*** Records supplied Section Begins ***

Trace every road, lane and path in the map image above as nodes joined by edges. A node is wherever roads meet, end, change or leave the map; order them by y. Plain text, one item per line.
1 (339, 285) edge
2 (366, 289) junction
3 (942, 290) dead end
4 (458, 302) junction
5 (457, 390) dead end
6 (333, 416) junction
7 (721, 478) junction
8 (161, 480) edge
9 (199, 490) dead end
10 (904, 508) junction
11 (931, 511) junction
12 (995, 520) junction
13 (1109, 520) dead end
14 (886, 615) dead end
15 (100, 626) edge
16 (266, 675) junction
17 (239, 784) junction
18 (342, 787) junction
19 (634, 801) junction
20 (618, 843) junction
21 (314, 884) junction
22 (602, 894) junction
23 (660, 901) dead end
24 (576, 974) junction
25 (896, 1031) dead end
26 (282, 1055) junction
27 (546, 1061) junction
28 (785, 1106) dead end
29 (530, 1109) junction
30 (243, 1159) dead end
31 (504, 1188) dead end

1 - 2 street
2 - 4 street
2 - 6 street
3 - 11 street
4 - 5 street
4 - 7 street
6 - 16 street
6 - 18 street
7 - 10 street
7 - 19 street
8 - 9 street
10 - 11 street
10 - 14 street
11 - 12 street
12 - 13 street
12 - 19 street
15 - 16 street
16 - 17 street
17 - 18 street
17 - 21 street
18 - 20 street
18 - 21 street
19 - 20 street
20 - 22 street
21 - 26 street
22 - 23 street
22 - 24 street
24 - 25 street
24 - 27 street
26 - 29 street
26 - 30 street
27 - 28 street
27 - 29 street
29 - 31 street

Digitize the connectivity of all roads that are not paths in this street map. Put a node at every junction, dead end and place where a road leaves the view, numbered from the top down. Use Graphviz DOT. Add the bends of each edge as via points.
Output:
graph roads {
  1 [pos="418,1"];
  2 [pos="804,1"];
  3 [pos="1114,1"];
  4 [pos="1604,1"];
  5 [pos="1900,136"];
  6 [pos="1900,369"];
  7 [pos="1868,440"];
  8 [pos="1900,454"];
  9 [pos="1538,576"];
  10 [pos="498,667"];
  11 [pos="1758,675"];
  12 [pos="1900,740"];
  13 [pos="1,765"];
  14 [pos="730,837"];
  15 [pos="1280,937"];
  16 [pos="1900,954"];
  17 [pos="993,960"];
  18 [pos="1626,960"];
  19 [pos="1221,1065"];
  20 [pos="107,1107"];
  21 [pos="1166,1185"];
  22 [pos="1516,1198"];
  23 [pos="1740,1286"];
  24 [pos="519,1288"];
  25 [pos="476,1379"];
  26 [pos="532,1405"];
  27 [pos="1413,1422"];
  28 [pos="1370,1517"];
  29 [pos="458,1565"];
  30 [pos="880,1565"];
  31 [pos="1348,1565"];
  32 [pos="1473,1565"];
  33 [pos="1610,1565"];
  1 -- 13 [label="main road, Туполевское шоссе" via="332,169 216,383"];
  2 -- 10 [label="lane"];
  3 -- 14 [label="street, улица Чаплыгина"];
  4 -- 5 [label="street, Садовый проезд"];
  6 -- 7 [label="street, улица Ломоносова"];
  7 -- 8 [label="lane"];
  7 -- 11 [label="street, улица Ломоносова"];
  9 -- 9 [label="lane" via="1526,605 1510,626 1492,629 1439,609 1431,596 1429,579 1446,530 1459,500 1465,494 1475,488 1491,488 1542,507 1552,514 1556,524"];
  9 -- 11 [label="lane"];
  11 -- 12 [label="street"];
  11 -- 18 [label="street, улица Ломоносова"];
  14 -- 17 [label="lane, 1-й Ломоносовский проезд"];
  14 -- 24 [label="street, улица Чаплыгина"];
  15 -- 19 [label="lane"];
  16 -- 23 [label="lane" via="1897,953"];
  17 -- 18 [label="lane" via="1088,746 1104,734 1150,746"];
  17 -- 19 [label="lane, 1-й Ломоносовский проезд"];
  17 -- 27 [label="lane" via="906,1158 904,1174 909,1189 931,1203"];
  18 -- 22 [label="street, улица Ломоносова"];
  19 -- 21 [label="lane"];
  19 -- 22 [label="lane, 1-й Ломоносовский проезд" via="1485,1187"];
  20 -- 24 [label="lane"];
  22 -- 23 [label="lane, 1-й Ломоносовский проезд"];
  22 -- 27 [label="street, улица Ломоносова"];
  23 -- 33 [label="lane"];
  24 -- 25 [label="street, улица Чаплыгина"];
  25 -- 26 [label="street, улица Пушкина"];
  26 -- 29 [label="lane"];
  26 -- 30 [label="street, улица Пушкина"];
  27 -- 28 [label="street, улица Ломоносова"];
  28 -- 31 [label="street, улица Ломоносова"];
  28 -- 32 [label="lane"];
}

*** Records supplied Section Ends ***

• [What is required]:
Print the listing once more, exactly as it stands above.

• [Task response]:
Trace every road, lane and path in the map image above as nodes joined by edges. A node is wherever roads meet, end, change or leave the map; order them by y. Plain text, one item per line.
1 (339, 285) edge
2 (366, 289) junction
3 (942, 290) dead end
4 (458, 302) junction
5 (457, 390) dead end
6 (333, 416) junction
7 (721, 478) junction
8 (161, 480) edge
9 (199, 490) dead end
10 (904, 508) junction
11 (931, 511) junction
12 (995, 520) junction
13 (1109, 520) dead end
14 (886, 615) dead end
15 (100, 626) edge
16 (266, 675) junction
17 (239, 784) junction
18 (342, 787) junction
19 (634, 801) junction
20 (618, 843) junction
21 (314, 884) junction
22 (602, 894) junction
23 (660, 901) dead end
24 (576, 974) junction
25 (896, 1031) dead end
26 (282, 1055) junction
27 (546, 1061) junction
28 (785, 1106) dead end
29 (530, 1109) junction
30 (243, 1159) dead end
31 (504, 1188) dead end

1 - 2 street
2 - 4 street
2 - 6 street
3 - 11 street
4 - 5 street
4 - 7 street
6 - 16 street
6 - 18 street
7 - 10 street
7 - 19 street
8 - 9 street
10 - 11 street
10 - 14 street
11 - 12 street
12 - 13 street
12 - 19 street
15 - 16 street
16 - 17 street
17 - 18 street
17 - 21 street
18 - 20 street
18 - 21 street
19 - 20 street
20 - 22 street
21 - 26 street
22 - 23 street
22 - 24 street
24 - 25 street
24 - 27 street
26 - 29 street
26 - 30 street
27 - 28 street
27 - 29 street
29 - 31 street

Digitize the connectivity of all roads that are not paths in this street map. Put a node at every junction, dead end and place where a road leaves the view, numbered from the top down. Use Graphviz DOT. Add the bends of each edge as via points.
Output:
graph roads {
  1 [pos="418,1"];
  2 [pos="804,1"];
  3 [pos="1114,1"];
  4 [pos="1604,1"];
  5 [pos="1900,136"];
  6 [pos="1900,369"];
  7 [pos="1868,440"];
  8 [pos="1900,454"];
  9 [pos="1538,576"];
  10 [pos="498,667"];
  11 [pos="1758,675"];
  12 [pos="1900,740"];
  13 [pos="1,765"];
  14 [pos="730,837"];
  15 [pos="1280,937"];
  16 [pos="1900,954"];
  17 [pos="993,960"];
  18 [pos="1626,960"];
  19 [pos="1221,1065"];
  20 [pos="107,1107"];
  21 [pos="1166,1185"];
  22 [pos="1516,1198"];
  23 [pos="1740,1286"];
  24 [pos="519,1288"];
  25 [pos="476,1379"];
  26 [pos="532,1405"];
  27 [pos="1413,1422"];
  28 [pos="1370,1517"];
  29 [pos="458,1565"];
  30 [pos="880,1565"];
  31 [pos="1348,1565"];
  32 [pos="1473,1565"];
  33 [pos="1610,1565"];
  1 -- 13 [label="main road, Туполевское шоссе" via="332,169 216,383"];
  2 -- 10 [label="lane"];
  3 -- 14 [label="street, улица Чаплыгина"];
  4 -- 5 [label="street, Садовый проезд"];
  6 -- 7 [label="street, улица Ломоносова"];
  7 -- 8 [label="lane"];
  7 -- 11 [label="street, улица Ломоносова"];
  9 -- 9 [label="lane" via="1526,605 1510,626 1492,629 1439,609 1431,596 1429,579 1446,530 1459,500 1465,494 1475,488 1491,488 1542,507 1552,514 1556,524"];
  9 -- 11 [label="lane"];
  11 -- 12 [label="street"];
  11 -- 18 [label="street, улица Ломоносова"];
  14 -- 17 [label="lane, 1-й Ломоносовский проезд"];
  14 -- 24 [label="street, улица Чаплыгина"];
  15 -- 19 [label="lane"];
  16 -- 23 [label="lane" via="1897,953"];
  17 -- 18 [label="lane" via="1088,746 1104,734 1150,746"];
  17 -- 19 [label="lane, 1-й Ломоносовский проезд"];
  17 -- 27 [label="lane" via="906,1158 904,1174 909,1189 931,1203"];
  18 -- 22 [label="street, улица Ломоносова"];
  19 -- 21 [label="lane"];
  19 -- 22 [label="lane, 1-й Ломоносовский проезд" via="1485,1187"];
  20 -- 24 [label="lane"];
  22 -- 23 [label="lane, 1-й Ломоносовский проезд"];
  22 -- 27 [label="street, улица Ломоносова"];
  23 -- 33 [label="lane"];
  24 -- 25 [label="street, улица Чаплыгина"];
  25 -- 26 [label="street, улица Пушкина"];
  26 -- 29 [label="lane"];
  26 -- 30 [label="street, улица Пушкина"];
  27 -- 28 [label="street, улица Ломоносова"];
  28 -- 31 [label="street, улица Ломоносова"];
  28 -- 32 [label="lane"];
}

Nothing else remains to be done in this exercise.